Where I think they could be wrong on accountability is that the DCS post exists so that there is a single person accountable for failures and the report stated that there were massive failures in management. Given that it seems to me the High Court Judge's finding that nothing she could have said could have altered the conclusion may be sound.
I do think this was a very unusual case and that the mistakes made by Balls and the Council were pretty understandable.
The one thing that the council did fuck up on from a HR point of view was that according to 2 of the CoA judges (including Neuberger) the council could have dismissed her with notice without prejudice to their summary dismissal of her. The reliance in the decision by Balls was only relevant to her summary dismissal and would not have been relevant to her dismissal with notice.

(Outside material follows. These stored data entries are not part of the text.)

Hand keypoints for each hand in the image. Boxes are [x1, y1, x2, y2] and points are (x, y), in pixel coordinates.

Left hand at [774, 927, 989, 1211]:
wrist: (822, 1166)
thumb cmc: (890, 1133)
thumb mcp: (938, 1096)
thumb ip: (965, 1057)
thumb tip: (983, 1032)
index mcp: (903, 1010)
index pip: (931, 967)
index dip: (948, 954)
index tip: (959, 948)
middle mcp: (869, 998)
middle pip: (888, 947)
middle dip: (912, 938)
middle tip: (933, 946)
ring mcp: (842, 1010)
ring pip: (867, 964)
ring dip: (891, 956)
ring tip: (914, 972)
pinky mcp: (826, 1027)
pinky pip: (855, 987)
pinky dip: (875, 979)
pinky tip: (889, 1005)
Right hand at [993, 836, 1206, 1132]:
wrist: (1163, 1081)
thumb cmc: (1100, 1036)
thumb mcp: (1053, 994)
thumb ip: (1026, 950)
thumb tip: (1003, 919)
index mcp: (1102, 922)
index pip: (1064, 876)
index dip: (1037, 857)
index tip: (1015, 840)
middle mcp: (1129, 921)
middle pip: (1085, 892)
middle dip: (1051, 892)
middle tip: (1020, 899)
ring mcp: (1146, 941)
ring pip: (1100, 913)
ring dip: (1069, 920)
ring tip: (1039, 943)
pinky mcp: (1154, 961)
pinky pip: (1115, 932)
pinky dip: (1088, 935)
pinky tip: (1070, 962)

Accordingly if they’d done that all that would be at stake now would be a few months pay rather than 2.5 years plus possible damages.

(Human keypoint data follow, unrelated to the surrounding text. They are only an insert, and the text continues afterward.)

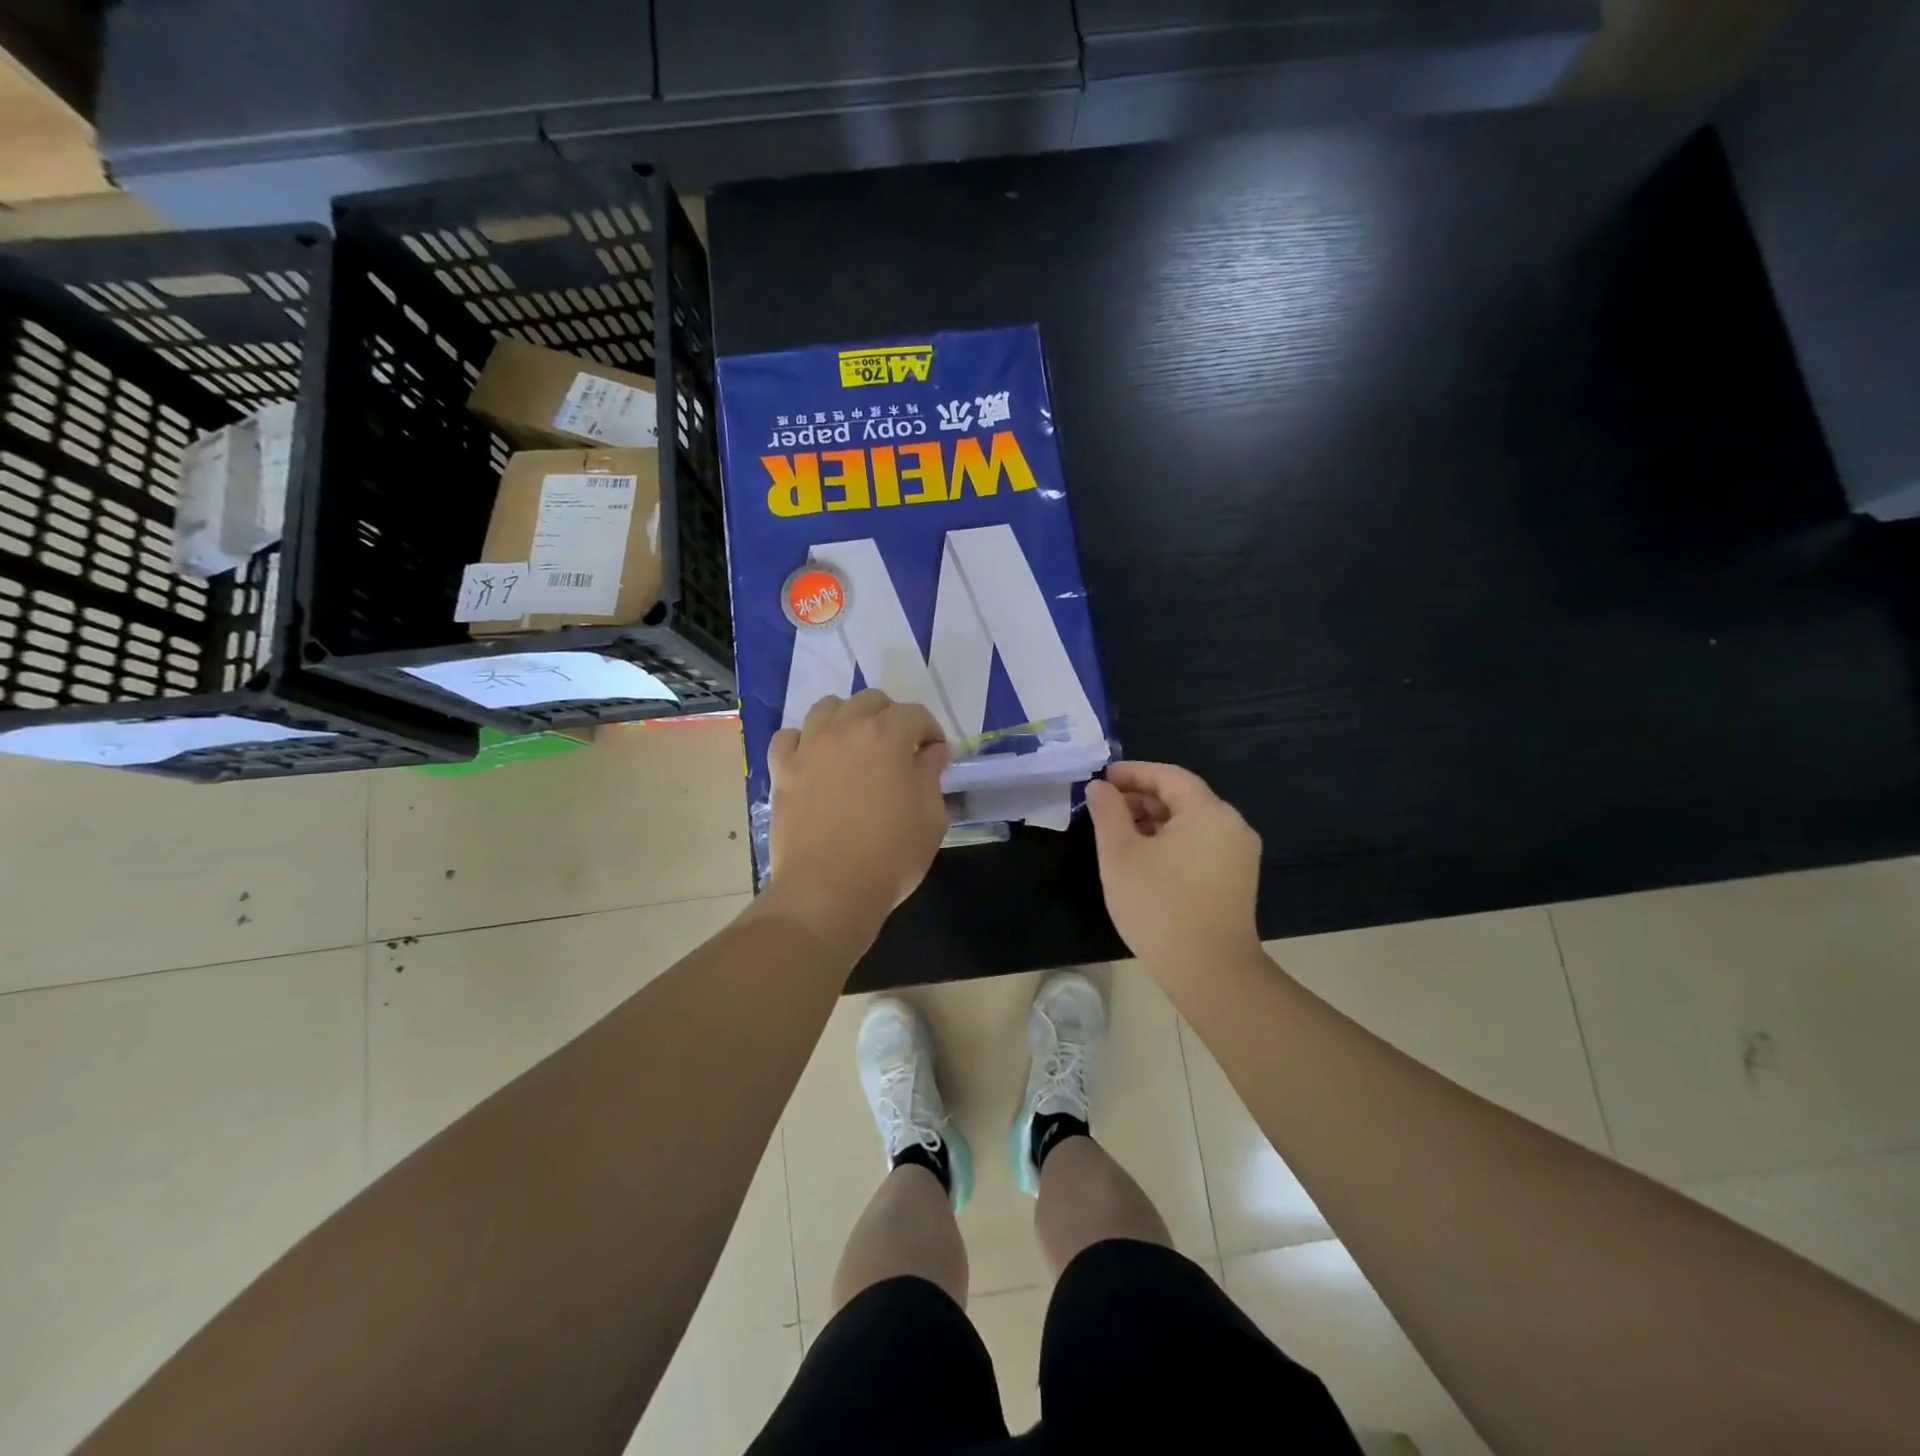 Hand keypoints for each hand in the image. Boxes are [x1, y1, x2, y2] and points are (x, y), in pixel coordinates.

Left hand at [764, 690, 951, 947]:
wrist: (827, 891)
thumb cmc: (890, 856)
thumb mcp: (931, 818)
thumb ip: (931, 775)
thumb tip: (932, 751)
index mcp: (887, 736)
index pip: (915, 714)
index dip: (931, 731)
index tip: (935, 756)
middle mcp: (845, 729)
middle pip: (870, 701)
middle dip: (891, 717)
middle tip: (900, 749)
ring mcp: (808, 747)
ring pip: (827, 708)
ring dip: (847, 718)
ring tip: (856, 746)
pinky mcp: (782, 770)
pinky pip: (789, 738)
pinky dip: (804, 741)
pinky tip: (814, 759)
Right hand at [1084, 761, 1262, 970]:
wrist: (1210, 971)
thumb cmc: (1158, 905)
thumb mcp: (1119, 854)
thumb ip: (1107, 812)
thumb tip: (1100, 787)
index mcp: (1208, 811)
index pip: (1168, 776)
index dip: (1133, 773)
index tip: (1102, 780)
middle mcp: (1232, 824)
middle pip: (1182, 796)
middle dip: (1141, 797)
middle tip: (1105, 808)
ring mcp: (1240, 853)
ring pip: (1191, 822)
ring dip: (1155, 820)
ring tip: (1120, 834)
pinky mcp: (1238, 878)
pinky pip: (1201, 843)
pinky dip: (1172, 840)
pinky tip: (1146, 858)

gothicform May 29th, 2011, 11:26 PM interesting. i had no idea she hadn't actually had the opportunity to resign, that said... if she didn't have it, how did her superior at the council manage to resign? your last paragraph is most interesting - the council could have sacked her and given her a few months pay in lieu of notice, the secretary of state didn't have that power. what an enormous cock up.
Rigadon May 29th, 2011, 11:51 PM Shoesmith could of course have resigned over Baby Ps death or the conviction when the full facts came out. I certainly don't have sympathy for her, she was paid serious money to be in post specially created with national effect because of previous failings of Harrigey social services. The point of the post was to make sure a senior person took oversight of social services and then despite that and the money she was paid she delegated that responsibility.
Her superior was an elected councillor so could be sacked. Whether the councilors resigned before or after Balls acted I'm not sure.
I understand why the council wanted to summarily dismiss Shoesmith given Balls's comments about compensation but it was obviously a mistake to also said her with notice. In fairness it's only with hindsight at this decisions that the importance of doing that has become clear but they probably should have taken Shoesmith's complaints about the lawfulness of Balls's decision more seriously.
b4mmy May 30th, 2011, 01:04 AM Those posts are much appreciated. Thank you.
OperateOnMe May 30th, 2011, 03:15 PM I've followed this story. I can honestly say she is a coward and a money-grabbing b****
She takes absolutely no responsibility as head and did not even have the balls to sack certain members of staff that lead to the tragedy and then continued to lead to other tragedies. Totally gutless, should never ever work with vulnerable children, never mind heading a department. She should be on a barred child protection list without any doubt
OperateOnMe May 30th, 2011, 03:22 PM p.s. no pun intended, above ^^
mexico86 May 30th, 2011, 04:17 PM I don't lnow if this is a new phenomenon, but it does seem these days that public servants are utterly shameless, trying to hang on to their job however badly they f*** up, when they ought to resign.
Nightjar May 30th, 2011, 05:43 PM I don't lnow if this is a new phenomenon, but it does seem these days that public servants are utterly shameless, trying to hang on to their job however badly they f*** up, when they ought to resign.
It's the never back down, never admit you're wrong credo - one found at every level of society - from politicians and bankers, through public sectors bosses to the kid who shoots someone for looking at him funny.